Chagrin Valley Times
- Chagrin Valley Times logo.
- Type: Weekly newspaper
- Publisher: H. Kenneth Douthit
- Founded: 1971
- Headquarters: 525 E. Washington St. Chagrin Falls, Ohio 44022
- Website: chagrinvalleytoday.com

= Chagrin Valley Times =

Newspaper in Ohio, United States

The Chagrin Valley Times is a Northeast Ohio weekly newspaper covering the eastern suburbs of Cleveland in Cuyahoga and Geauga counties.
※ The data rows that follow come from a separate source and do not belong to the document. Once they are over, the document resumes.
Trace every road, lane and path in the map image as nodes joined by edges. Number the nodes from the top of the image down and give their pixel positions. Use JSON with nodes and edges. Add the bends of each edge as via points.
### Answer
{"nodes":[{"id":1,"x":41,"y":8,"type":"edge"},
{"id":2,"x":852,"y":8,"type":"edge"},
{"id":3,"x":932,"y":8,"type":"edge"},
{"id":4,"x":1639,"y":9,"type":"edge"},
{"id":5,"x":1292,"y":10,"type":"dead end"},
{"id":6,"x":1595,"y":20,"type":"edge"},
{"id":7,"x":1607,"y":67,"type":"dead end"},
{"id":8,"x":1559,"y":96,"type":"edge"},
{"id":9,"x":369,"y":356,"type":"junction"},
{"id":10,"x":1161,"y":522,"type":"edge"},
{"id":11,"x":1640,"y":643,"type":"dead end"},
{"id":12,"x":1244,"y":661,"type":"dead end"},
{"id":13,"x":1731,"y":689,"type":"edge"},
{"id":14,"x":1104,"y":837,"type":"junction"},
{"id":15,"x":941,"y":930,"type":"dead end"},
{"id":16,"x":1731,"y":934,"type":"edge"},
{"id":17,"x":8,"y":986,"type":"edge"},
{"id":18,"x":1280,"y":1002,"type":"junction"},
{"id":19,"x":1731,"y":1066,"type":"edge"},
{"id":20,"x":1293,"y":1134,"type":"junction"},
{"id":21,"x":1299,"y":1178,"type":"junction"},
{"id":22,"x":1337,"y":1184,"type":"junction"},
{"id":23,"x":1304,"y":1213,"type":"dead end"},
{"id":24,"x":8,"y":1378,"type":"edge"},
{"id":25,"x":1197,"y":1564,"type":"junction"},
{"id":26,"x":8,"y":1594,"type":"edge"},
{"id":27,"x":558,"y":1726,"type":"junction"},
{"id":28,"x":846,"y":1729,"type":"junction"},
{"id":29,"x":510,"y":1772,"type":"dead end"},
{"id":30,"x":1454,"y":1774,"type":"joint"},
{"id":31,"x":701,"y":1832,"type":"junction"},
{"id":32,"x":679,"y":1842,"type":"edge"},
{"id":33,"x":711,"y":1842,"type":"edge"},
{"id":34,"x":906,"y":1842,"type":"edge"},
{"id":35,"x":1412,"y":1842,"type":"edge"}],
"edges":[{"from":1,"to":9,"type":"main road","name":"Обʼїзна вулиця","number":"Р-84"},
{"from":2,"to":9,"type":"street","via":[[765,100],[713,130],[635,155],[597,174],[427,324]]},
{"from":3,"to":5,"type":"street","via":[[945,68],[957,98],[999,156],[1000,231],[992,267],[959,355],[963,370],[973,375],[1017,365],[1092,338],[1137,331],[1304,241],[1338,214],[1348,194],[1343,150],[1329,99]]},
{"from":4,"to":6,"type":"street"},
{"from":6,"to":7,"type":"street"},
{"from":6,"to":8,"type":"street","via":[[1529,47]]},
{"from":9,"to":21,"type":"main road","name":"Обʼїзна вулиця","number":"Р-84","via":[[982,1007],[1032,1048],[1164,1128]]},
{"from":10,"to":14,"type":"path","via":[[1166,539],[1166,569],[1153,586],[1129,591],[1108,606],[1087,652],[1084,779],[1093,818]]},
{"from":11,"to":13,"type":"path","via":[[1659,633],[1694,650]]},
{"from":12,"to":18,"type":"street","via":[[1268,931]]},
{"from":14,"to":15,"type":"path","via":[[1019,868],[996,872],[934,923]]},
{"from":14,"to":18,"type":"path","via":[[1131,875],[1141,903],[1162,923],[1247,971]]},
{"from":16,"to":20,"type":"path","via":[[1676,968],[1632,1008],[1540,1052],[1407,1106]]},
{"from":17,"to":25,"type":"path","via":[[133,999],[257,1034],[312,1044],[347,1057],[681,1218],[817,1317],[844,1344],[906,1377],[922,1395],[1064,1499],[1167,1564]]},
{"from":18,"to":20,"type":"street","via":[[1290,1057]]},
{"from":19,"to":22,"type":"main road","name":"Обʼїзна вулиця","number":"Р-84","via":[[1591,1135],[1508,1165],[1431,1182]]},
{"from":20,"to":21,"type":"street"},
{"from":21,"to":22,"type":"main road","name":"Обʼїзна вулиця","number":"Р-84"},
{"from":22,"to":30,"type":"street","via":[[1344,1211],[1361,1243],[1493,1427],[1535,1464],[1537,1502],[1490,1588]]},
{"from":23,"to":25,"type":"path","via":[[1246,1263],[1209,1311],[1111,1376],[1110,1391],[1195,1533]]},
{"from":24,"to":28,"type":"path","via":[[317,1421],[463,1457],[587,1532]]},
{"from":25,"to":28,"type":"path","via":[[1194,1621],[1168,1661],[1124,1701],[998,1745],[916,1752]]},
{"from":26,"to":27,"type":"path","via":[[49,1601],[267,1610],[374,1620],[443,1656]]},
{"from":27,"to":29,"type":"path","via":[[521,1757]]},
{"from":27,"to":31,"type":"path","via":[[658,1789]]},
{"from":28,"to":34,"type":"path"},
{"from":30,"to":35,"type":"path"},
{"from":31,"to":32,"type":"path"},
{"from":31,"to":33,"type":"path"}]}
The newspaper is published every Thursday and was founded in 1971. It is produced in the village of Chagrin Falls, Ohio.

== Politics ==
On August 16, 2018, the Chagrin Valley Times was part of a campaign launched by the Boston Globe in which 350 newspapers addressed the repeated attacks on American news media by Donald Trump. CNN Money named the Chagrin Valley Times as one of the "16 must-read editorials" of the campaign.

== Legal ==
In 2013, Murray Energy Company sued The Chagrin Valley Times for defamation of Robert Murray after the paper ran an article covering a protest at the company's Pepper Pike offices. The protest took place as a result of Murray firing 158 employees the day after President Barack Obama was re-elected in the 2012 Election. In addition to negative coverage of Murray, Ron Hill, cartoonist for the Chagrin Valley Times, published a cartoon of a snowman made out of lumps of coal, holding a sack of money in each of his hands. Hill included lyrics to "Frosty the Snowman", with a parody on the words that read "Murray the coal-man meant to hoard away his pay."

The lower court ruled that Robert Murray was a public figure and that the newspaper had not demonstrated the standard for defamation of a public figure. In 2019, an appeal was filed with the Ohio Supreme Court, which voted 4-3, allowing the lower court ruling to stand.